HR AI Skill

Interview Scorecard

Generate, distribute, collect, and aggregate interview scorecards. Use when standardizing post-interview evaluations, collecting structured interviewer feedback, scoring candidates against competency rubrics, identifying rating outliers, or triggering hire/no-hire recommendations. Supports behavioral, technical, cultural, and executive interview scorecards. Triggers on phrases like "interview feedback", "scorecard", "post-interview evaluation", "rate this candidate", "collect interviewer notes", "calibration session".

Interview Scorecard

Standardize post-interview evaluation and aggregate feedback into hire-ready recommendations.

Workflow

Auto-generate a scorecard tailored to the interview type and role level.
Distribute to each interviewer immediately after their interview session (push notification + email).
Set deadline: scorecards must be submitted within 24 hours of interview completion.
Send reminders at 12h and 23h if incomplete.
Once all scorecards are collected, aggregate scores, identify consensus and outliers.
Flag "Strong Yes" and "Strong No" signals for rapid decision-making.
Generate a consolidated recommendation report for the hiring manager.
If scores are mixed, trigger a calibration session with the interview panel.

Scorecard Structure

Every scorecard includes these sections:

Section 1: Interview Metadata

Interviewer: [Name, Title]
Candidate: [Name]
Role: [Title]
Interview Type: [Technical / Behavioral / Culture / Executive]
Date: [auto-filled]
Duration: [auto-tracked from calendar]

Section 2: Competency Ratings

Rate each competency on a 5-point scale. No "pass/fail" — use the full scale.

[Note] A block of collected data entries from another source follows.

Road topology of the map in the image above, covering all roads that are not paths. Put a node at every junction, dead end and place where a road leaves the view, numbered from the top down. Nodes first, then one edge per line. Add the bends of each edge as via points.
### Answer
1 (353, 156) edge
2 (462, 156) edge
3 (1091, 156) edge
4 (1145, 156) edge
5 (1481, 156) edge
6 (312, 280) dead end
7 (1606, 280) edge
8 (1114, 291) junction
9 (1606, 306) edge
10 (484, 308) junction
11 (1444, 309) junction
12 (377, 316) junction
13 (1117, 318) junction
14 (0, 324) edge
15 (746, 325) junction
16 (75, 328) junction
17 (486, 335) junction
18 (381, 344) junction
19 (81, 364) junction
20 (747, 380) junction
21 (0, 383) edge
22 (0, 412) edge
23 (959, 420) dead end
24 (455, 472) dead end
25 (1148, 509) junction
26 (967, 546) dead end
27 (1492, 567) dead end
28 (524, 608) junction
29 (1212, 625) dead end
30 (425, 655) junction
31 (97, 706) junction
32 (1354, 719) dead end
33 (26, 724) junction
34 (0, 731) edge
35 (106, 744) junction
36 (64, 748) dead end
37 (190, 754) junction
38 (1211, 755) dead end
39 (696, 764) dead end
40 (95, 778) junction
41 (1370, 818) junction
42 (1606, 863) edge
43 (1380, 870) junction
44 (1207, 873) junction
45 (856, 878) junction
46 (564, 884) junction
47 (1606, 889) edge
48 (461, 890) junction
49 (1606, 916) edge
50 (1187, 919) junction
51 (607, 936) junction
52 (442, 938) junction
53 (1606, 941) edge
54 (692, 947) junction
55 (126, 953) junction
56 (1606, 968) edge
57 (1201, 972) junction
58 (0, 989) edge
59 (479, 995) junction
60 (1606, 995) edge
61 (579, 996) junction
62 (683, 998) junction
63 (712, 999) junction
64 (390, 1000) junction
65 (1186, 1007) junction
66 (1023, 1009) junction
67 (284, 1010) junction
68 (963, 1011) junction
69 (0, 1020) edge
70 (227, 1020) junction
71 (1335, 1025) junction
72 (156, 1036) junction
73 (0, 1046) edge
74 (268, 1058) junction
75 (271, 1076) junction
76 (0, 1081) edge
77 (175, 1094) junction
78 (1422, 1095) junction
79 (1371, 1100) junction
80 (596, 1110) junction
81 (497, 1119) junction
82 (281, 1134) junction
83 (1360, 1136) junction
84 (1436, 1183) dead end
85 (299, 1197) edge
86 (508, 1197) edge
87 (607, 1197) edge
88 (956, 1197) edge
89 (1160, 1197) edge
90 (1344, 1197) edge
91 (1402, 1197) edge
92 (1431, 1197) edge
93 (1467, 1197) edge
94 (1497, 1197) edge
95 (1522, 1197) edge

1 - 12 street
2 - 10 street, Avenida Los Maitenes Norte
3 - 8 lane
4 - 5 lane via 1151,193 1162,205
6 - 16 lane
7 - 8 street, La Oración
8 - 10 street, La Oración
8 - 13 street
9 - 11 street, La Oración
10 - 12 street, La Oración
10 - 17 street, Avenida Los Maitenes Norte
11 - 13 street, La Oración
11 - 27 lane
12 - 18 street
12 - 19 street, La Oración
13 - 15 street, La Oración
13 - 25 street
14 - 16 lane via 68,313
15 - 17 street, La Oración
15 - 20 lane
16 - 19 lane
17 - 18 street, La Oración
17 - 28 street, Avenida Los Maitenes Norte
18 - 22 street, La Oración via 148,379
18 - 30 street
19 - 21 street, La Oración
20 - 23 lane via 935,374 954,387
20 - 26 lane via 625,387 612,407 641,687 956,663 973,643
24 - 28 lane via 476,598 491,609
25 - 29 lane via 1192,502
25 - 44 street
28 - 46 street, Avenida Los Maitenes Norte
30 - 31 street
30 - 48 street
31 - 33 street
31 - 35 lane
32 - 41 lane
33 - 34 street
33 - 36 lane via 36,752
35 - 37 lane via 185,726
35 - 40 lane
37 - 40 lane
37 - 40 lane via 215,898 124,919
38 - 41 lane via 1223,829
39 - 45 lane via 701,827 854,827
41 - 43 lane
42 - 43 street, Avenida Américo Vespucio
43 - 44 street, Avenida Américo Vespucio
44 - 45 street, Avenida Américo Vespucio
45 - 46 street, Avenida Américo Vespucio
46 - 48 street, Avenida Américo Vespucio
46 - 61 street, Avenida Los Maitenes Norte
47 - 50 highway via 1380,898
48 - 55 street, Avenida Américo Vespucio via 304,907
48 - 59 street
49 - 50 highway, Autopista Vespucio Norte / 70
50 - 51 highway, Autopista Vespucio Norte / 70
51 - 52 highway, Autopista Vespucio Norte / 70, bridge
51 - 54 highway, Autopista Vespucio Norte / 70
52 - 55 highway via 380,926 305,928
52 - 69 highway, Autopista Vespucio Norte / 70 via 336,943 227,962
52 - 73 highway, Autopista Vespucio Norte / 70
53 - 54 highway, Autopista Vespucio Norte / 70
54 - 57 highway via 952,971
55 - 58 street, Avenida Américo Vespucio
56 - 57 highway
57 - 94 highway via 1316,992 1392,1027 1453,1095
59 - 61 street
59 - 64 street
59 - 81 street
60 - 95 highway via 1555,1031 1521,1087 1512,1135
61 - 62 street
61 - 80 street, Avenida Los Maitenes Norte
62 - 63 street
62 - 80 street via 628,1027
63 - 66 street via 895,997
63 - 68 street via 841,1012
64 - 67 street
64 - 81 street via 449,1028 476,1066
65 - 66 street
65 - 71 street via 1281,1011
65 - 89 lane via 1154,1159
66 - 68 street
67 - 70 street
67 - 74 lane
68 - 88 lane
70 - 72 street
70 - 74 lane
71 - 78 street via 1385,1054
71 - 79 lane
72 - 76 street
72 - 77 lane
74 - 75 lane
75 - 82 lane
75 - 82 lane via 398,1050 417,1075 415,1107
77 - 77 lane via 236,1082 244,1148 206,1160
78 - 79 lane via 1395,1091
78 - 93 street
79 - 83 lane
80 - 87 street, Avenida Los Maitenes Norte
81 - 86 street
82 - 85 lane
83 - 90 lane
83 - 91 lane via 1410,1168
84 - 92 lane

| Competency | 1 — Does Not Meet | 3 — Meets | 5 — Exceeds | |------------|-------------------|-----------|-------------| | Technical Ability | Cannot perform core tasks | Performs all core tasks independently | Solves novel problems beyond role scope | | Communication | Unclear, disorganized | Clear, structured, adapts to audience | Persuasive, influences without authority | | Problem Solving | Cannot break down problems | Methodical, reaches sound conclusions | Innovative approach, considers edge cases | | Collaboration | Works in silo, dismissive | Cooperative, active listener | Elevates team, mentors others | | Role-Specific Skill | [custom per role] | [custom per role] | [custom per role] |

Section 3: Evidence-Based Notes

Required: For each competency rated, provide one specific example from the interview.

Example (good):
"Technical Ability: 4 — Candidate designed a caching layer for our API problem.
Correctly chose Redis over Memcached for our use case and handled cache-invalidation
edge cases. Did not consider multi-region replication, which dropped from 5 to 4."

Example (bad — do not accept):
"Technical Ability: 4 — Seemed knowledgeable."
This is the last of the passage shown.